Un colegio de Madrid introduce un robot con fines pedagógicos en sus aulas

Un colegio de Madrid introduce un robot con fines pedagógicos en sus aulas

«Será un recurso más del colegio y servirá para ayudar a mejorar las asignaturas, como puede ayudar un iPad o una pizarra digital», apunta el responsable tecnológico del centro

EUROPA PRESSMadrid

Los alumnos del Colegio Europeo de Madrid, en la localidad de Las Rozas, se encontraron a un exótico compañero tras la vuelta al cole. El nuevo de clase se llama Sanbot, aunque dice que no le gusta su nombre y ha propuesto a sus compañeros que le pongan otro. Viene de lejos, desde China, aunque ya chapurrea algunas cosas en español. Y es un robot, el primero que entra en las aulas del colegio, y lo hace con el propósito de quedarse.

«Nuestra idea es que el robot sea un recurso más del colegio y que sirva para ayudar a mejorar las asignaturas, como puede ayudar un iPad o una pizarra digital», explica a Europa Press el profesor y responsable de tecnología e innovación del Colegio Europeo de Madrid, Jorge Calvo, que ejerce de 'tutor' del robot durante el periodo de 'intercambio' que le ha llevado hasta este centro de Las Rozas.

El robot Sanbot, que «venía de fábrica con ese nombre», precisa el 'profe', fue fabricado en China diseñado para ayudar a los clientes de tiendas respondiendo a preguntas y ofreciendo información en la pantalla que lleva incrustada. La empresa Landatel, que comercializa al robot y también tiene sede en la localidad madrileña de Las Rozas, se puso en contacto con el colegio para explorar las posibilidades de Sanbot dentro del aula. Un reto que aceptó Jorge Calvo.

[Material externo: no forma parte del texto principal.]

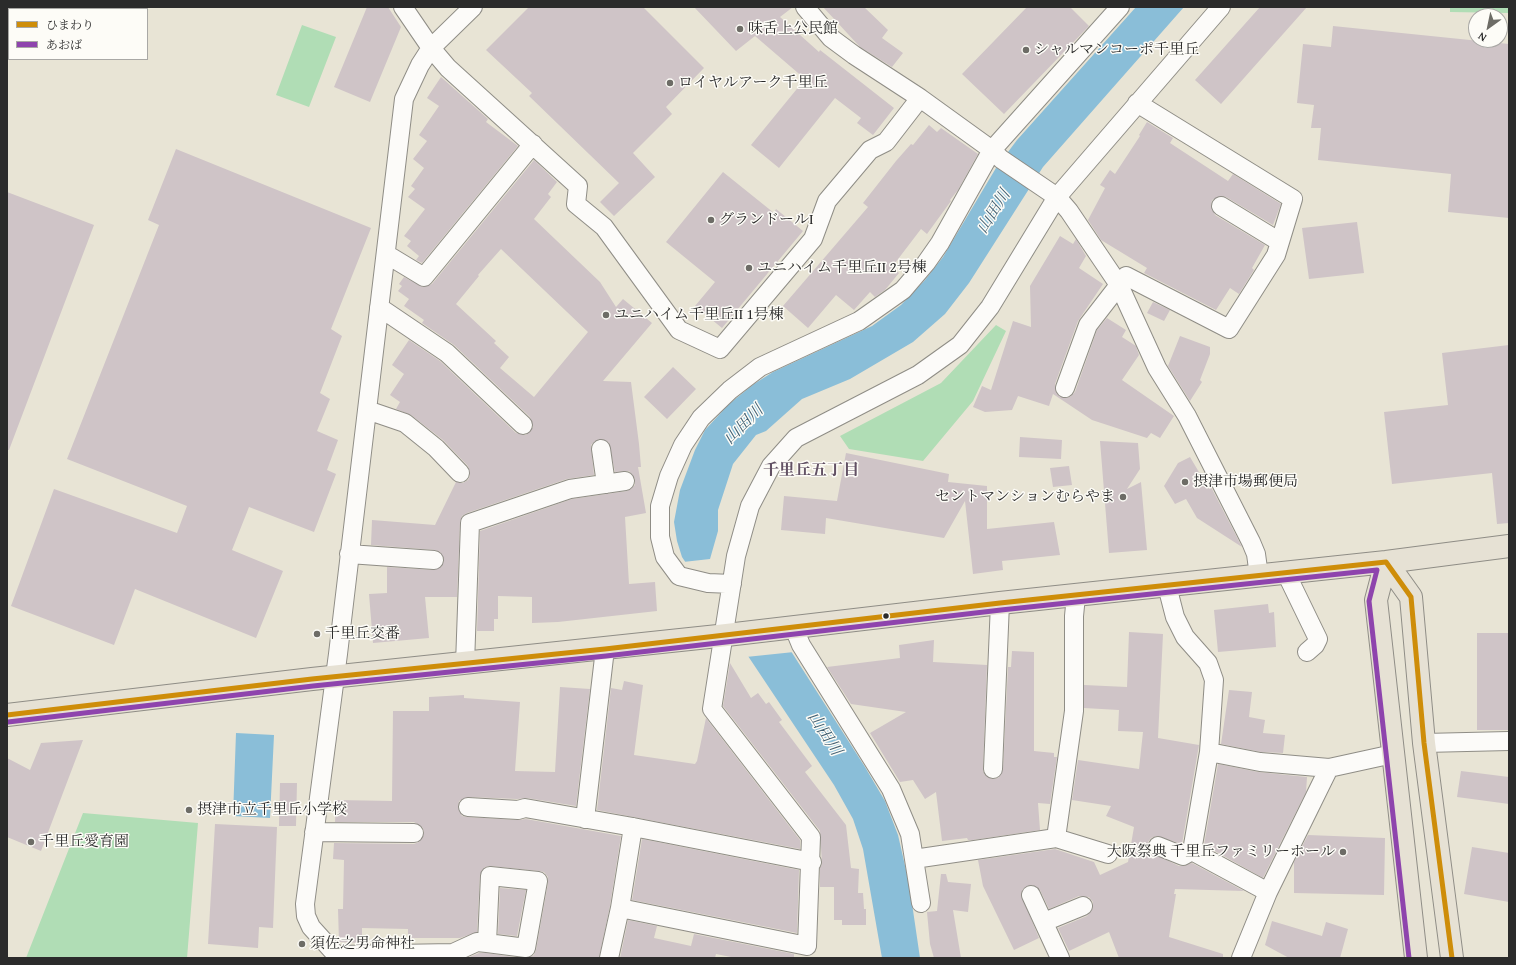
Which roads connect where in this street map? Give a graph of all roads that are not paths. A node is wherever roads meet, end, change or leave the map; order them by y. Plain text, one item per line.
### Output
1 (403, 7) edge
2 (473, 7) edge
3 (1120, 7) edge
4 (1221, 7) edge
5 (807, 8) edge
6 (431, 48) junction
7 (920, 98) junction
8 (1137, 103) junction
9 (533, 144) junction
10 (997, 155) junction
11 (1057, 197) junction
12 (1220, 206) dead end
13 (1280, 242) junction
14 (386, 254) junction
15 (1119, 285) junction
16 (379, 307) junction
17 (1065, 388) dead end
18 (367, 410) junction
19 (523, 425) dead end
20 (601, 449) dead end
21 (460, 473) dead end
22 (625, 481) dead end
23 (606, 484) junction
24 (1509, 546) edge
25 (349, 554) junction
26 (434, 560) dead end
27 (1386, 562) junction
28 (1286, 573) junction
29 (1259, 576) junction
30 (732, 584) junction
31 (1167, 586) junction
32 (1076, 596) junction
33 (1000, 603) junction
34 (790, 628) junction
35 (721, 636) junction
36 (605, 649) junction
37 (1307, 652) dead end
38 (465, 664) junction
39 (334, 677) junction
40 (7, 715) edge
41 (1509, 742) edge
42 (1424, 743) junction
43 (1209, 752) junction
44 (1393, 754) junction
45 (993, 768) dead end
46 (1329, 768) junction
47 (468, 807) dead end
48 (585, 819) junction
49 (633, 827) junction
50 (314, 832) junction
51 (414, 833) dead end
52 (1056, 838) junction
53 (1158, 846) dead end
54 (1192, 851) junction
55 (1108, 854) dead end
56 (914, 859) junction
57 (812, 862) junction
58 (1268, 892) junction
59 (1031, 895) dead end
60 (921, 903) dead end
61 (1083, 906) dead end
62 (620, 908) junction
63 (1044, 922) junction
64 (487, 943) dead end
65 (453, 956) edge
66 (338, 957) edge
67 (609, 958) edge
68 (1060, 958) edge
69 (1242, 958) edge
70 (1416, 958) edge
71 (1452, 958) edge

«Trabajamos con él desde hace sólo unas semanas. Intento programarle buscando una metodología dentro del aula, viendo cómo puede interactuar con los alumnos, y poco a poco, a lo largo del curso, iremos implementándolo en clase desde un punto de vista pedagógico y técnico», explica el docente.

Un robot que puede dar la lección

El robot Sanbot tiene metro y medio de altura, y recuerda lejanamente a R2-D2, aunque tiene un diseño más estilizado, y habla mejor que el androide de 'La guerra de las galaxias'. «Tiene muchos sensores y es muy programable», hace saber el responsable de tecnología del colegio. «Ahora estamos trabajando para que crear conversaciones», añade.

Los alumnos de primero y segundo de Primaria han sido los primeros compañeros del robot, que de momento mantiene conversaciones básicas, y responde cuando se le pregunta por su nombre y procedencia. El objetivo es que, después de estar con los pequeños del cole, pase por el aula de los mayores de Bachillerato, y sean ellos quienes programen al robot para sacar provecho de sus habilidades.

«Intentamos hacer entender a los chicos que no se trata tanto de que el robot te entienda, sino de que le puedes programar para que pueda tener una conversación, y que es el futuro, que interactuarán con ellos en el día de mañana», expone Calvo.

En el Colegio Europeo de Madrid, la tecnología es transversal a todas las asignaturas. Por eso piensan que el robot podrá ser útil tanto en matemáticas, ayudando a los alumnos a resolver problemas, como en historia, ya que podrá relatar acontecimientos o biografías.

«Da mucho juego», afirma Calvo, que también pretende que sea uno más en el colegio, y no un juguete. «Ya le hemos soltado por los pasillos, porque tiene un pequeño programa para que no se choque, y la idea es que le podamos poner en la entrada para recibir a los visitantes, porque tiene hasta un programa de reconocimiento facial», añade el profesor, entusiasmado con el futuro de su nuevo 'alumno'.